Some optimization strategies employed by the synthesis engine are computationally heavy. You can control the tradeoff between synthesis time and the exhaustiveness of the search for optimal circuit. Use optimization_level with the following values:

  • NONE (0) - take the most time-efficient path
  • LOW (1) - perform only light-optimizations
  • MEDIUM (2) - skip the most time-consuming optimizations
  • HIGH (3) - employ the most aggressive and time-consuming optimizations

Notes:

  • Lower optimization levels may fail to satisfy user-specified synthesis constraints (see Quantum Program Constraints). In such cases you can retry with a higher optimization level.
  • Lower optimization levels may result in missing details in the quantum-program visualization in the IDE. This limitation will be lifted in future releases.
  • Higher optimization levels may take longer to complete, and may yield better results, but neither is guaranteed.

Timeouts

The Classiq platform offers two timeouts:

  • timeout_seconds – A timeout value for the end-to-end synthesis process.
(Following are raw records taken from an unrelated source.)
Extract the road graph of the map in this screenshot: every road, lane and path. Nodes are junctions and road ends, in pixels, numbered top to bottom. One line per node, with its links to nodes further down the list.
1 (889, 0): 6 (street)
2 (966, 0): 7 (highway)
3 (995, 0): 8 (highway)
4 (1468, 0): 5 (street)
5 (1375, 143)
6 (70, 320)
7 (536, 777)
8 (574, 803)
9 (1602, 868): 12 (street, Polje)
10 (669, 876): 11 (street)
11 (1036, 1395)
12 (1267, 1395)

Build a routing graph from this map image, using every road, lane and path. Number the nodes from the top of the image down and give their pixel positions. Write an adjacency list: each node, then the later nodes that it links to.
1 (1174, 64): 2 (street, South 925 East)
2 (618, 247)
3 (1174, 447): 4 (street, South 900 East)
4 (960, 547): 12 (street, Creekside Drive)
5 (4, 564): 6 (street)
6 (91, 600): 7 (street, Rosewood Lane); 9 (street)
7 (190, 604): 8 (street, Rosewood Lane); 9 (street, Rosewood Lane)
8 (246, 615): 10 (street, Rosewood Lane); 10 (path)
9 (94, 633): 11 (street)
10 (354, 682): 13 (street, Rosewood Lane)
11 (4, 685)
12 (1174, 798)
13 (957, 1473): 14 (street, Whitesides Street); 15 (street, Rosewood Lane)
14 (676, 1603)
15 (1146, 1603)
  • optimization_timeout_seconds – A timeout value specifically controlling the search process when given constraints and optimization directives (see Quantum Program Constraints).

You can specify both timeouts. Just make sure that the optimization timeout is smaller than the generation timeout. Both timeouts are specified in a whole number of seconds.

Toggling Quantum Program Debug Information

The Classiq platform allows users to toggle quantum program debug information:

  • debug_mode - When the flag is set to True (default), the quantum program will contain debug information for enhanced visualization (See Quantum Program Visualization Tool).

Setting this flag to False can potentially decrease the quantum program's size and increase synthesis speeds.